I have written about my experiences as a Court-martial defense attorney regarding Servicemembers who are falsely accused of physical and sexual abuse only after they file for divorce by women who are the actual abusers, here and here. Like the District Attorney in Los Angeles in the Brian Banks case, some military prosecutors could not care less if a woman gets on the stand and lies under oath in order to gain custody of the parties child. I have yet to hear of a military dependent being indicted in Federal Court for making a false statement about her husband to military authorities.
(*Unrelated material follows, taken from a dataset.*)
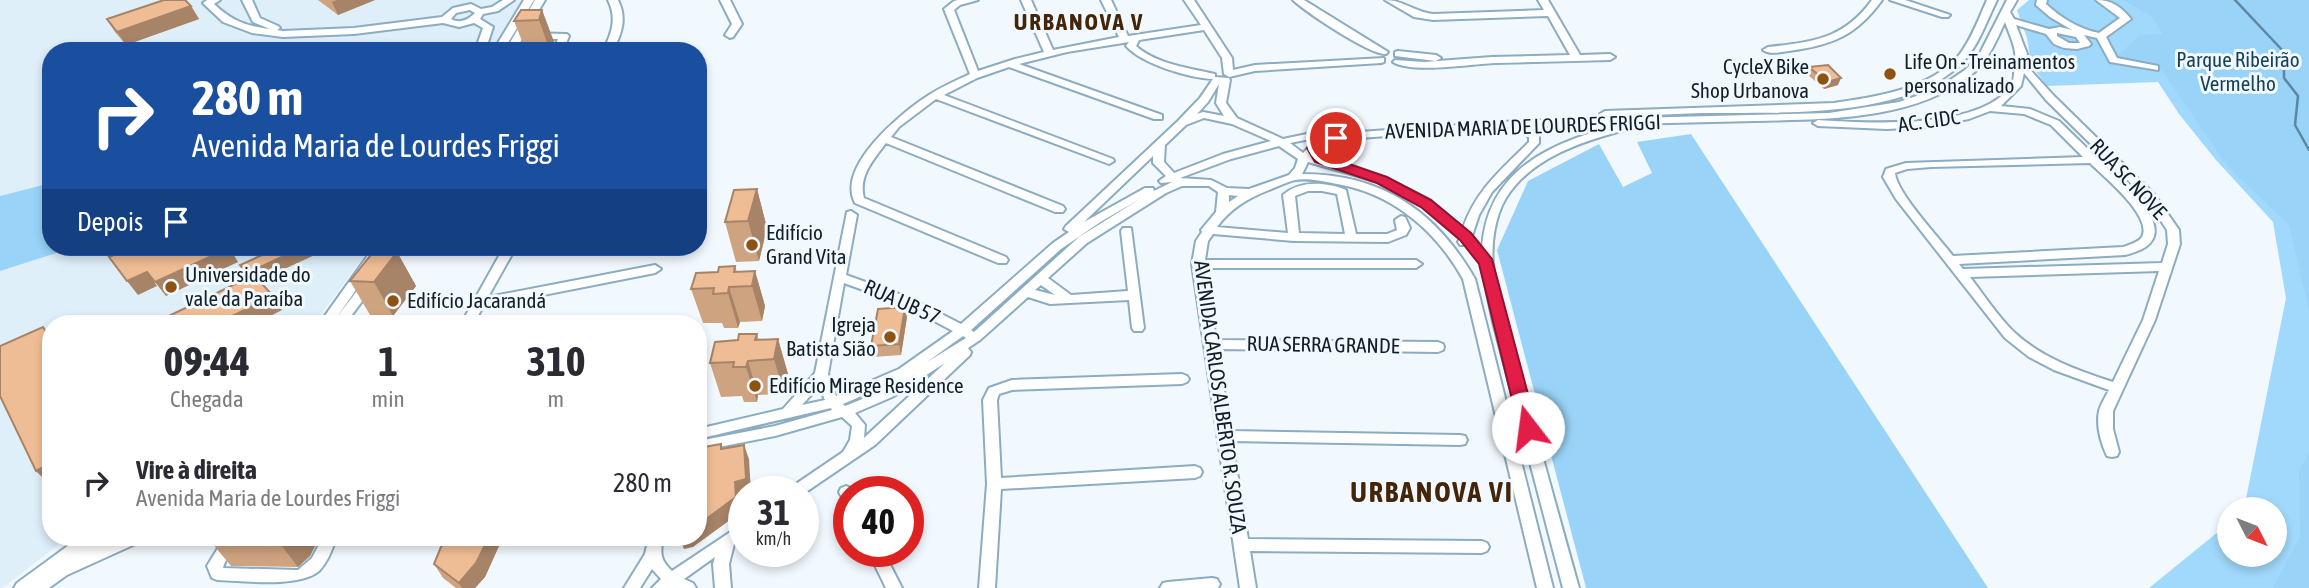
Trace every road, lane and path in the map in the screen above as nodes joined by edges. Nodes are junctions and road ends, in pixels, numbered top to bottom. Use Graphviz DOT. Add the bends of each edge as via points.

While this is not a typical false allegation case, the facts of this case shows how the justice system is biased towards women. Amy Corwin, a mother of four, plotted to kill the father of her third child who was attempting to gain custody of the child. She was indicted on charges of conspiracy to commit murder, a first-degree felony, and intimidation of a witness, a third-degree felony.
So, what did she plead to? A first-degree felony count of engaging in a pattern of corrupt activity. And her sentence? The Court sentenced her to one year of community control and a rehabilitation program and probation.
I know nothing about the case other than what I have read in the article, but I wonder if the DA negotiated a plea deal because of an allegation that Corwin's intended victim abused her. I noticed from the article that Corwin approached the father of her first two children to recruit him to kill the father of her third child. I wonder what she told him to encourage him to commit murder. And, I applaud the courage of this man who informed law enforcement about Corwin's intentions because he did the right thing in light of a woman who was willing leave her third child fatherless.
Think about what would have happened if she would have gone to the cops and falsely accused her third child's father of sexual assault. Would the cops have charged the father? Would the cops have asked the tough questions about her allegations in order to ascertain the truthfulness of her statements? Or, would the cops have started by believing and never stopped believing, no matter how absurd her allegations had become?
Knowing what I know from experience of representing the falsely accused, I believe this poor guy fared much better with a woman who was trying to kill him in today's system of justice.